Smoking? Combat? Wait Until 21 to Decide, Young Recruits Say

Written By Unknown on Rabu, 24 April 2013 | 13.57

Nicole Michell Phipps, a soft-spoken 21-year-old woman in a furry hood who showed up at the Navy recruitment center in Harlem on Tuesday, said she was drawn to the military in search of more "structure" in her life.

She was hesitating about signing up for the military because she knew she could be risking her life. At 18, she said, she had not been ready for such a choice.

"I would say, yeah, 18, you just come out of high school," Ms. Phipps said. "You're really not sure what to do. I would say 21 is probably the best."

The same went for smoking, she said. Voting? "I think 18 is good for that," she said. "It's not causing harm to your body."

When New York City officials proposed on Monday to raise the minimum age to legally buy tobacco in the city to 21 from 18 — which would make it the highest of any major city in the United States — people across the country, commenting on news Web sites, were outraged by a seeming inconsistency. Updating a well-traveled argument about minimum drinking ages, they considered it ludicrous that 18-year-olds would be able to fight in wars but not buy cigarettes.

As it turned out, many of the young people walking into the military recruitment center on 125th Street the next day also saw the inconsistency. In general, they thought that it was true that they were not mature enough to make life-or-death decisions on their own before 21. That applied not only to smoking and drinking, but also to combat.

They saw a dangerous world out there, and they wanted to be protected from it as long as they could be.

If it were up to them, they said, no one could fight in a war until 21. And if the city wanted to act in loco parentis on something as bad as smoking, well then, that seemed right to them, too.

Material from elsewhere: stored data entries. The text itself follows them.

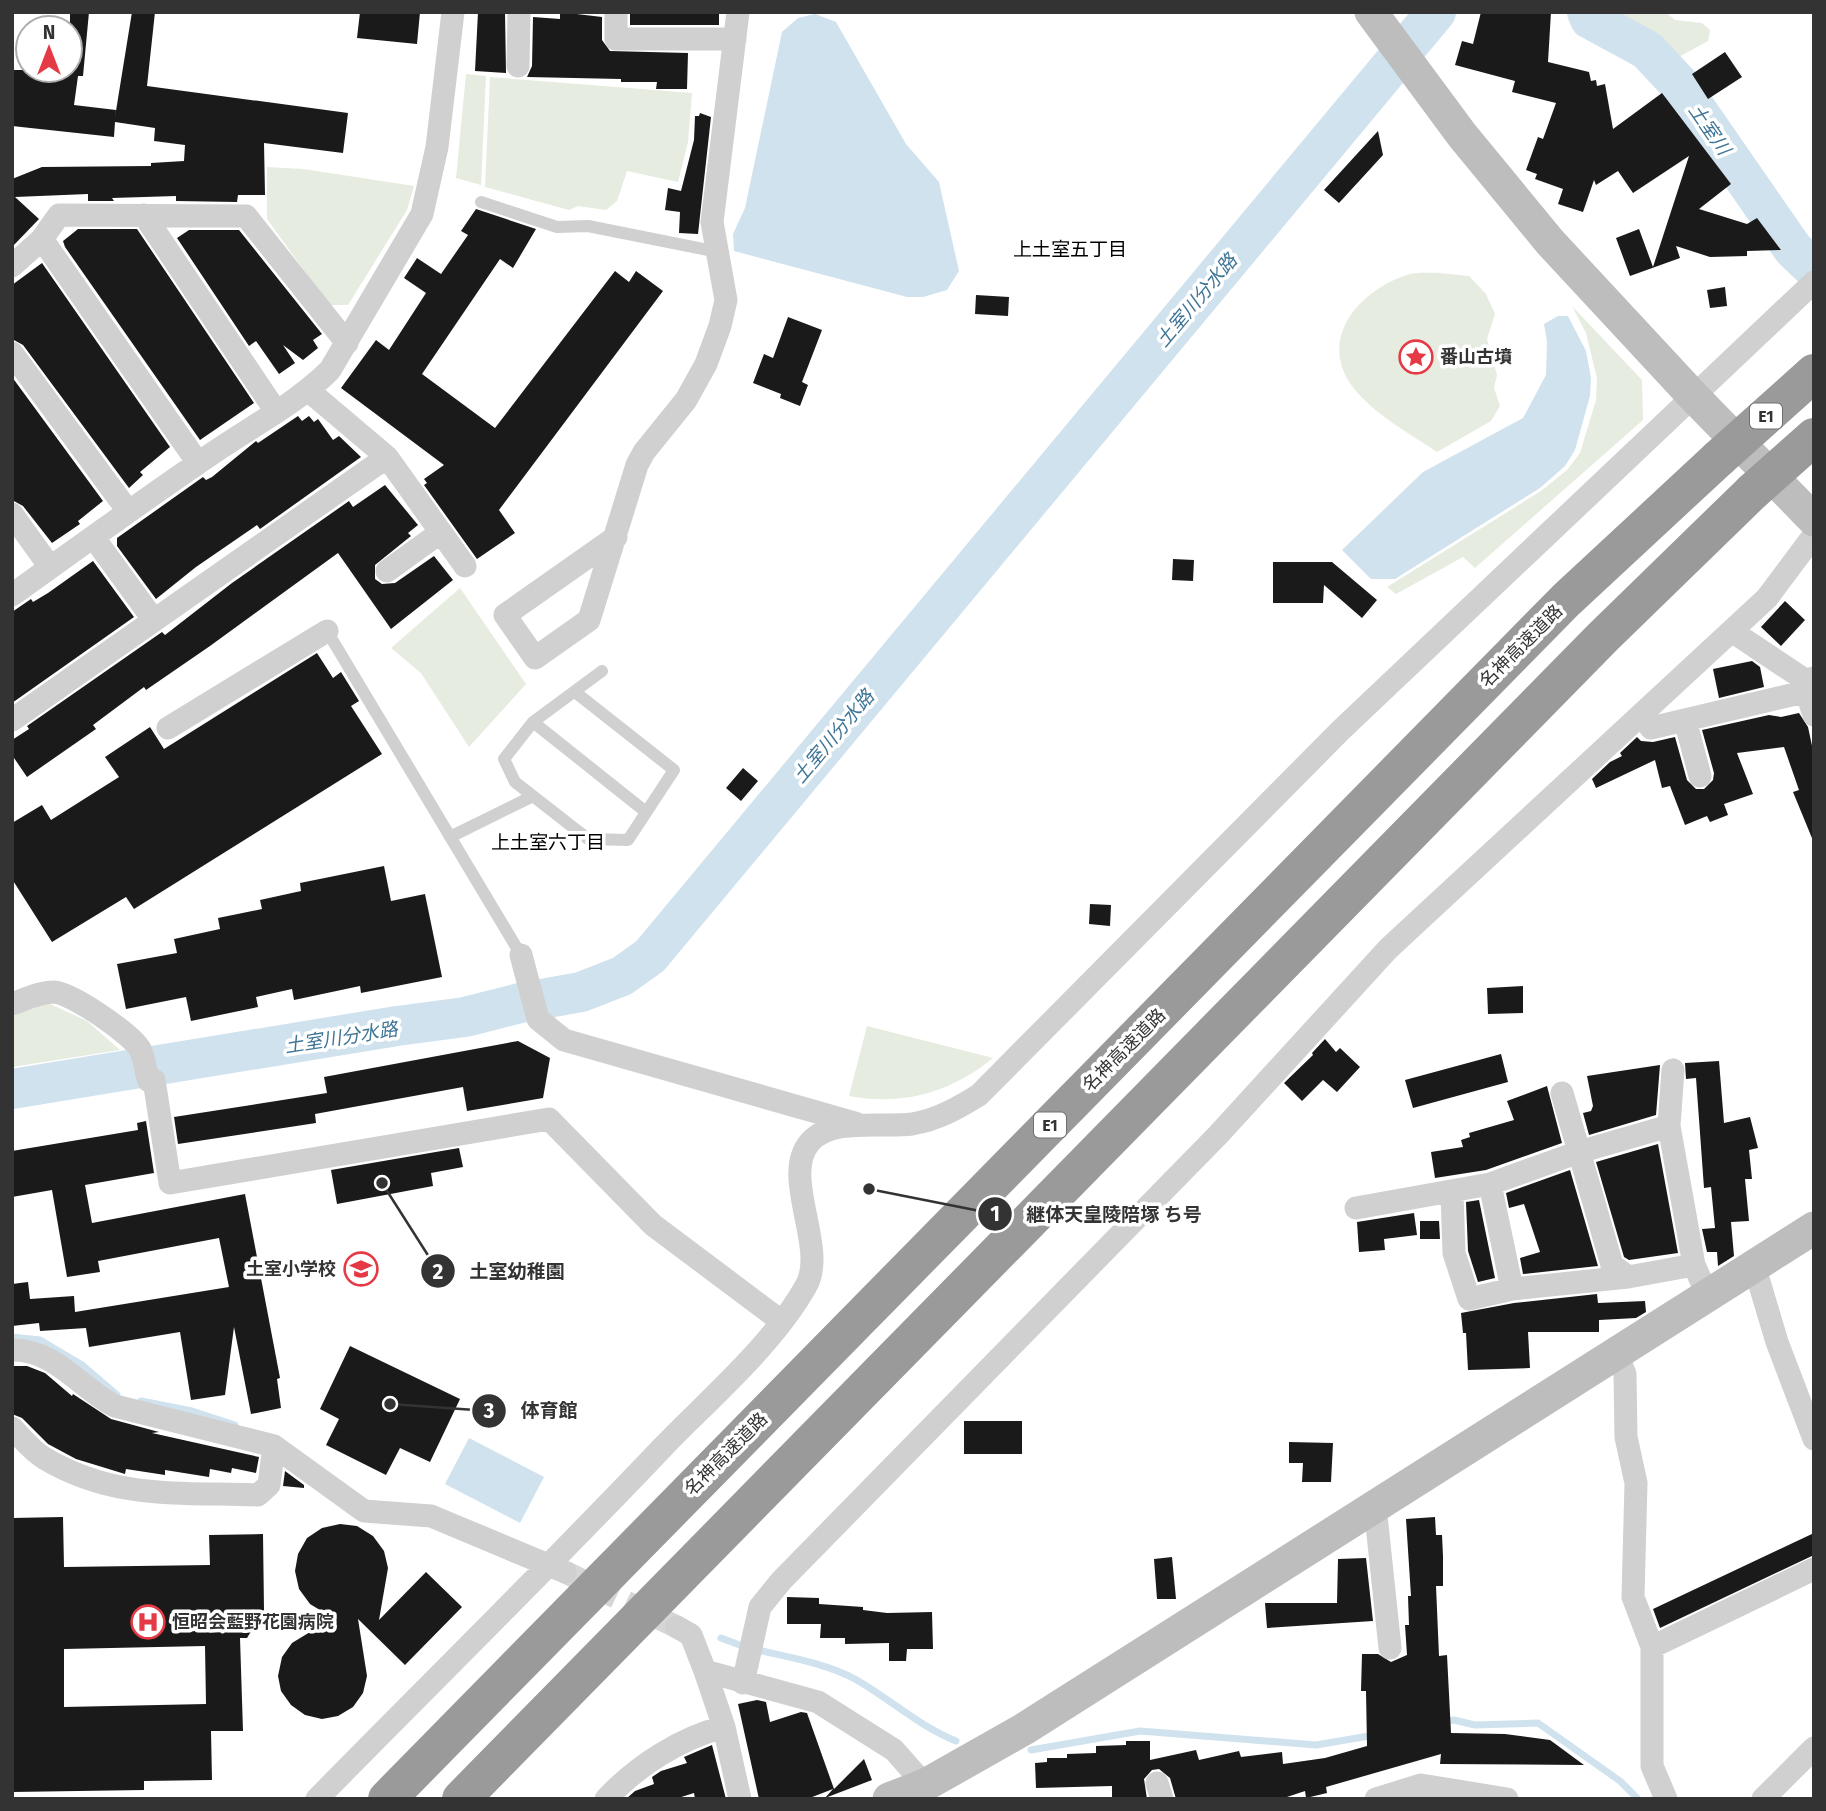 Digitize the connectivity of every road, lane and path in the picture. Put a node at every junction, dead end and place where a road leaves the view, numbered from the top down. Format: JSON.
{"nodes":[{"id":1,"x":453,"y":12,"type":"edge"},
{"id":2,"x":519,"y":12,"type":"edge"},
{"id":3,"x":616,"y":12,"type":"edge"},
{"id":4,"x":738,"y":12,"type":"edge"},
{"id":5,"x":1379,"y":23,"type":"edge"},
{"id":6,"x":734,"y":39,"type":"junction"},
{"id":7,"x":517,"y":66,"type":"dead end"},
{"id":8,"x":481,"y":202,"type":"dead end"},
{"id":9,"x":144,"y":215,"type":"junction"},
{"id":10,"x":42,"y":239,"type":"junction"},
{"id":11,"x":718,"y":252,"type":"junction"},
{"id":12,"x":12,"y":266,"type":"edge"},
{"id":13,"x":1814,"y":282,"type":"edge"},
{"id":14,"x":346,"y":344,"type":"junction"},
{"id":15,"x":12,"y":354,"type":"edge"},
{"id":16,"x":1814,"y":373,"type":"edge"},
{"id":17,"x":309,"y":391,"type":"junction"},
{"id":18,"x":1693,"y":397,"type":"junction"},
{"id":19,"x":275,"y":410,"type":"junction"},
{"id":20,"x":1814,"y":437,"type":"edge"},
{"id":21,"x":387,"y":457,"type":"junction"},
{"id":22,"x":198,"y":463,"type":"junction"},
{"id":23,"x":128,"y":510,"type":"junction"},
{"id":24,"x":12,"y":514,"type":"edge"},
{"id":25,"x":1814,"y":520,"type":"edge"},
{"id":26,"x":441,"y":532,"type":"junction"},
{"id":27,"x":1814,"y":535,"type":"edge"},
{"id":28,"x":616,"y":537,"type":"junction"},
{"id":29,"x":94,"y":538,"type":"junction"},
{"id":30,"x":465,"y":566,"type":"dead end"},
{"id":31,"x":50,"y":568,"type":"junction"},
{"id":32,"x":387,"y":571,"type":"dead end"},
{"id":33,"x":12,"y":595,"type":"edge"},
{"id":34,"x":153,"y":619,"type":"junction"},
{"id":35,"x":327,"y":631,"type":"joint"},
{"id":36,"x":1739,"y":636,"type":"dead end"},
{"id":37,"x":602,"y":671,"type":"dead end"},
{"id":38,"x":1811,"y":685,"type":"edge"},
{"id":39,"x":575,"y":692,"type":"junction"},
{"id":40,"x":1641,"y":715,"type":"junction"},
{"id":41,"x":1814,"y":715,"type":"edge"},
{"id":42,"x":12,"y":720,"type":"edge"},
{"id":43,"x":1685,"y":720,"type":"junction"},
{"id":44,"x":533,"y":722,"type":"junction"},
{"id":45,"x":168,"y":728,"type":"dead end"},
{"id":46,"x":1700,"y":776,"type":"dead end"},
{"id":47,"x":533,"y":796,"type":"junction"},
{"id":48,"x":646,"y":812,"type":"junction"},
{"id":49,"x":450,"y":838,"type":"junction"},
{"id":50,"x":521,"y":956,"type":"joint"},
{"id":51,"x":12,"y":1004,"type":"edge"},
{"id":52,"x":1673,"y":1070,"type":"dead end"},
{"id":53,"x":1562,"y":1093,"type":"dead end"},
{"id":54,"x":864,"y":1126,"type":"junction"},
{"id":55,"x":1669,"y":1126,"type":"junction"},
{"id":56,"x":1579,"y":1152,"type":"junction"},
{"id":57,"x":1490,"y":1184,"type":"junction"},
{"id":58,"x":1452,"y":1193,"type":"junction"},
{"id":59,"x":1356,"y":1208,"type":"dead end"},
{"id":60,"x":1814,"y":1228,"type":"edge"},
{"id":61,"x":1754,"y":1265,"type":"junction"},
{"id":62,"x":1628,"y":1277,"type":"junction"},
{"id":63,"x":1701,"y":1280,"type":"junction"},
{"id":64,"x":1512,"y":1289,"type":"junction"},
{"id":65,"x":781,"y":1321,"type":"junction"},
{"id":66,"x":12,"y":1350,"type":"edge"},
{"id":67,"x":1617,"y":1355,"type":"junction"},
{"id":68,"x":12,"y":1428,"type":"edge"},
{"id":69,"x":1814,"y":1439,"type":"edge"},
{"id":70,"x":274,"y":1446,"type":"junction"},
{"id":71,"x":1375,"y":1506,"type":"junction"},
{"id":72,"x":557,"y":1568,"type":"junction"},
{"id":73,"x":1814,"y":1569,"type":"edge"},
{"id":74,"x":677,"y":1627,"type":"tunnel mouth"},
{"id":75,"x":1653,"y":1647,"type":"junction"},
{"id":76,"x":1390,"y":1648,"type":"dead end"},
{"id":77,"x":705,"y":1671,"type":"junction"},
{"id":78,"x":744,"y":1679,"type":"junction"},
{"id":79,"x":724,"y":1727,"type":"junction"},
{"id":80,"x":1814,"y":1748,"type":"edge"},
{"id":81,"x":925,"y":1785,"type":"junction"},
{"id":82,"x":317,"y":1799,"type":"edge"},
{"id":83,"x":387,"y":1799,"type":"edge"},
{"id":84,"x":461,"y":1799,"type":"edge"},
{"id":85,"x":606,"y":1799,"type":"edge"},
{"id":86,"x":740,"y":1799,"type":"edge"},
{"id":87,"x":889,"y":1799,"type":"edge"},
{"id":88,"x":1376,"y":1799,"type":"edge"},
{"id":89,"x":1507,"y":1799,"type":"edge"},
{"id":90,"x":1666,"y":1799,"type":"edge"},
{"id":91,"x":1763,"y":1799,"type":"edge"}],
"edges":[{"from":1,"to":14,"type":"street"},
{"from":2,"to":7,"type":"street"},
{"from":3,"to":6,"type":"street"},
{"from":4,"to":6,"type":"street"},
{"from":5,"to":18,"type":"street"},
{"from":6,"to":11,"type":"street"},
{"from":8,"to":11,"type":"lane"},
{"from":9,"to":10,"type":"street"},
{"from":9,"to":14,"type":"street"},
{"from":9,"to":19,"type":"street"},
{"from":10,"to":12,"type":"street"},
{"from":10,"to":22,"type":"street"},
{"from":11,"to":28,"type":"street"},
{"from":13,"to":18,"type":"street"},
{"from":14,"to":17,"type":"street"},
{"from":15,"to":23,"type":"street"},
{"from":16,"to":83,"type":"highway","name":"名神高速道路","number":"E1","bridge":true},
{"from":17,"to":19,"type":"street"},
{"from":17,"to":21,"type":"street"},
{"from":18,"to":25,"type":"street"},
{"from":18,"to":54,"type":"street"},
{"from":19,"to":22,"type":"street"},
{"from":20,"to":84,"type":"highway","bridge":true},
{"from":21,"to":26,"type":"street"},
{"from":21,"to":34,"type":"street"},
{"from":22,"to":23,"type":"street"},
{"from":23,"to":29,"type":"street"},
{"from":24,"to":31,"type":"street"},
{"from":26,"to":30,"type":"street"},
{"from":26,"to":32,"type":"street"},
{"from":27,"to":40,"type":"street"},
{"from":28,"to":28,"type":"street"},
{"from":29,"to":31,"type":"street"},
{"from":29,"to":34,"type":"street"},
{"from":31,"to":33,"type":"street"},
{"from":34,"to":42,"type":"street"},
{"from":35,"to":45,"type":"street"},
{"from":35,"to":49,"type":"lane"},
{"from":36,"to":38,"type":"street"},
{"from":37,"to":39,"type":"lane"},
{"from":38,"to":41,"type":"street"},
{"from":38,"to":43,"type":"street"},
{"from":39,"to":44,"type":"lane"},
{"from":39,"to":48,"type":"lane"},
{"from":40,"to":43,"type":"street"},
{"from":40,"to":78,"type":"street"},
{"from":43,"to":46,"type":"street"},
{"from":44,"to":47,"type":"lane"},
{"from":44,"to":48,"type":"lane"},
{"from":47,"to":48,"type":"lane"},
{"from":47,"to":49,"type":"lane"},
{"from":49,"to":50,"type":"lane"},
{"from":50,"to":54,"type":"street"},
{"from":51,"to":65,"type":"street"},
{"from":52,"to":55,"type":"street"},
{"from":53,"to":56,"type":"street"},
{"from":54,"to":65,"type":"street"},
{"from":55,"to":56,"type":"street"},
{"from":55,"to":63,"type":"street"},
{"from":56,"to":57,"type":"street"},
{"from":56,"to":62,"type":"street"},
{"from":57,"to":58,"type":"street"},
{"from":57,"to":64,"type":"street"},
{"from":58,"to":59,"type":"street"},
{"from":58,"to":64,"type":"street"},
{"from":60,"to":61,"type":"street"},
{"from":61,"to":63,"type":"street"},
{"from":61,"to":69,"type":"street"},
{"from":62,"to":63,"type":"street"},
{"from":62,"to":64,"type":"street"},
{"from":63,"to":67,"type":"street"},
{"from":65,"to":72,"type":"street"},
{"from":66,"to":70,"type":"street"},
{"from":67,"to":71,"type":"street"},
{"from":67,"to":75,"type":"street"},
{"from":68,"to":70,"type":"street"},
{"from":70,"to":72,"type":"street"},
{"from":71,"to":76,"type":"street"},
{"from":71,"to":81,"type":"street"},
{"from":72,"to":82,"type":"street"},
{"from":73,"to":75,"type":"street"},
{"from":74,"to":77,"type":"street"},
{"from":75,"to":90,"type":"street"},
{"from":77,"to":78,"type":"street"},
{"from":77,"to":79,"type":"street"},
{"from":78,"to":81,"type":"street"},
{"from":79,"to":85,"type":"street"},
{"from":79,"to":86,"type":"street"},
{"from":80,"to":91,"type":"street"},
{"from":81,"to":87,"type":"street"},
{"from":88,"to":89,"type":"street"}]}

Patrick Brown, a lanky 21-year-old with braces on his teeth, said that just three years ago, he would never have enlisted on his own. It would have to be "50-50" with his mother, and even now, he said, he had consulted her, and felt better knowing that "she was O.K. with it."

Eighteen, Mr. Brown said, is too young to fight and die for your country.

Is it too young to smoke? "If the parent condones it, then I guess it's acceptable," Mr. Brown, a nonsmoker, said.

Ms. Phipps said she had once tried cigarettes but did not like them. Every decision is like a life lesson, Ms. Phipps said. "At 18, you are supposed to make bad decisions."

Brain experts say that Ms. Phipps is right, that the teenage brain is different.

"The executive function, the portion of the brain which is capable of making certain types of decisions, is really not fully developed until actually over 21," said Cheryl G. Healton, dean of Global Public Health at New York University, and a supporter of the higher age minimum.

Older adults with the benefit of a lot of hindsight might tend to agree. But a few veterans interviewed Tuesday saw the city's proposal as patronizing.

Raul Gonzalez, 34, of the Bronx, a corporal in the Persian Gulf War, smokes a pack of cigarettes a day as a way to take his mind off back pain from years of lifting heavy artillery.

"If you're old enough to serve your country, then you're old enough to make your own decisions on what you do to your body," he said while outside a Veterans Affairs center in Lower Manhattan.

But a few moments later, he began to rethink his position. "It could help a lot of people out," noting that a week ago he buried his 60-year-old father, a heavy smoker who died from throat cancer. But Mr. Gonzalez added that for anyone under 21 who is serving in the military, "there should be exceptions" to the law.

At the Harlem recruitment center, Dana Farmer Jr., 24, said he thought that 18-year-olds were not mature enough to make decisions about war or smoking, but also that raising the age to buy cigarettes would not stop them from smoking if they wanted to.

He said he hoped to play tenor sax in the Navy band as a strategy to avoid being shot at in Afghanistan. He was considering signing up so he could pay off his college loans faster than if he continued to work for low wages at Duane Reade, but he knew he was potentially endangering his life. "You've got to take the good with the bad," he said.

At 18, was he mature enough to figure that out? He answered instantly: "No, no, no."

Meredith Mandell contributed reporting.